**Instructions to follow**
Restate word for word every line from the top of the data below down through the line that holds "I need the junctions".

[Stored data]
----------
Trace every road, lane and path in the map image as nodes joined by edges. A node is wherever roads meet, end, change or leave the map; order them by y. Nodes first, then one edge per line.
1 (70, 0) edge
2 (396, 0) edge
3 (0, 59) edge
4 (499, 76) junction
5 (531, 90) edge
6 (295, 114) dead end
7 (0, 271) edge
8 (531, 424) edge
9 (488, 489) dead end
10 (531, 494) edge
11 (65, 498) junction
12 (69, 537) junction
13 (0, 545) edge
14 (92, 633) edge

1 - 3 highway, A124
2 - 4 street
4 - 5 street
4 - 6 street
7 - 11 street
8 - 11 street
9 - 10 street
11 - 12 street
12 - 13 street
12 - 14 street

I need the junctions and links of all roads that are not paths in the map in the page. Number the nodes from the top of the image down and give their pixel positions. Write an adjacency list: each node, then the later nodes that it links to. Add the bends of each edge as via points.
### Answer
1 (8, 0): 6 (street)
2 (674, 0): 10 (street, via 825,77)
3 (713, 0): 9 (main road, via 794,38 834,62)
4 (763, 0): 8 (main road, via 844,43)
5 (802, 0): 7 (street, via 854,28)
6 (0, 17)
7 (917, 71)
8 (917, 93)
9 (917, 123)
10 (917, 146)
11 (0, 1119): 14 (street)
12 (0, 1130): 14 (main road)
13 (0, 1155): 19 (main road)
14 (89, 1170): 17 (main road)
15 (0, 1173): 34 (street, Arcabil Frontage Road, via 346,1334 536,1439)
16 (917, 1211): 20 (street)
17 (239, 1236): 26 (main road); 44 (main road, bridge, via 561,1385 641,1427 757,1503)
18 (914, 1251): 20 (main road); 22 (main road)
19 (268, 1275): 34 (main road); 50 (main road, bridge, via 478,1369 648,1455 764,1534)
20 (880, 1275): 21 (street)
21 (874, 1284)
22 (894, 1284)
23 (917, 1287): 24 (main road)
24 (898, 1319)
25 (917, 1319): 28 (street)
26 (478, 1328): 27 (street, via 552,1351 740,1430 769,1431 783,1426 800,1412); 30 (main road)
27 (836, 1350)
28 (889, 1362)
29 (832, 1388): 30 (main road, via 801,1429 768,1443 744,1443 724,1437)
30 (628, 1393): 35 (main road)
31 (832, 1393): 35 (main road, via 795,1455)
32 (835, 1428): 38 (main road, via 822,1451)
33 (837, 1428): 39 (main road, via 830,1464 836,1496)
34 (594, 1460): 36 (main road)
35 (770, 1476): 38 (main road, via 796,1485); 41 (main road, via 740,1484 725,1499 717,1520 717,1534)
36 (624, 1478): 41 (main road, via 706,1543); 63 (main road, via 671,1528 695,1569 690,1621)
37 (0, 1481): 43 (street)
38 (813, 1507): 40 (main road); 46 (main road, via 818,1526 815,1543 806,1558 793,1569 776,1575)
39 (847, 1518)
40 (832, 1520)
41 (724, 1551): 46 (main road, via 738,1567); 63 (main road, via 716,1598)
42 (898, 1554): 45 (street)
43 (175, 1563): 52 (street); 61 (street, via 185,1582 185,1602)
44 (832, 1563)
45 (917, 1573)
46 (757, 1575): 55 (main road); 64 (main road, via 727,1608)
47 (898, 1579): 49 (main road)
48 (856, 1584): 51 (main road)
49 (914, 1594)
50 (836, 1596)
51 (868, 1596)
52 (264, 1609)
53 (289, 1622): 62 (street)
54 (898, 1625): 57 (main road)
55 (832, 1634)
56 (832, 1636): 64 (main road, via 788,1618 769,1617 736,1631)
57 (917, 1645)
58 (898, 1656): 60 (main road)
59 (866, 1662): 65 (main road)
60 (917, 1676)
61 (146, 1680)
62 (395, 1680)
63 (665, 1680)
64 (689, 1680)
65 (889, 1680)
----------
**Result below**
Trace every road, lane and path in the map image as nodes joined by edges. A node is wherever roads meet, end, change or leave the map; order them by y. Nodes first, then one edge per line.
1 (70, 0) edge
2 (396, 0) edge
3 (0, 59) edge
4 (499, 76) junction
5 (531, 90) edge
6 (295, 114) dead end
7 (0, 271) edge
8 (531, 424) edge
9 (488, 489) dead end
10 (531, 494) edge
11 (65, 498) junction
12 (69, 537) junction
13 (0, 545) edge
14 (92, 633) edge

1 - 3 highway, A124
2 - 4 street
4 - 5 street
4 - 6 street
7 - 11 street
8 - 11 street
9 - 10 street
11 - 12 street
12 - 13 street
12 - 14 street

I need the junctions and links of all roads that are not paths in the map in the page. Number the nodes from the top of the image down and give their pixel positions. Write an adjacency list: each node, then the later nodes that it links to. Add the bends of each edge as via points.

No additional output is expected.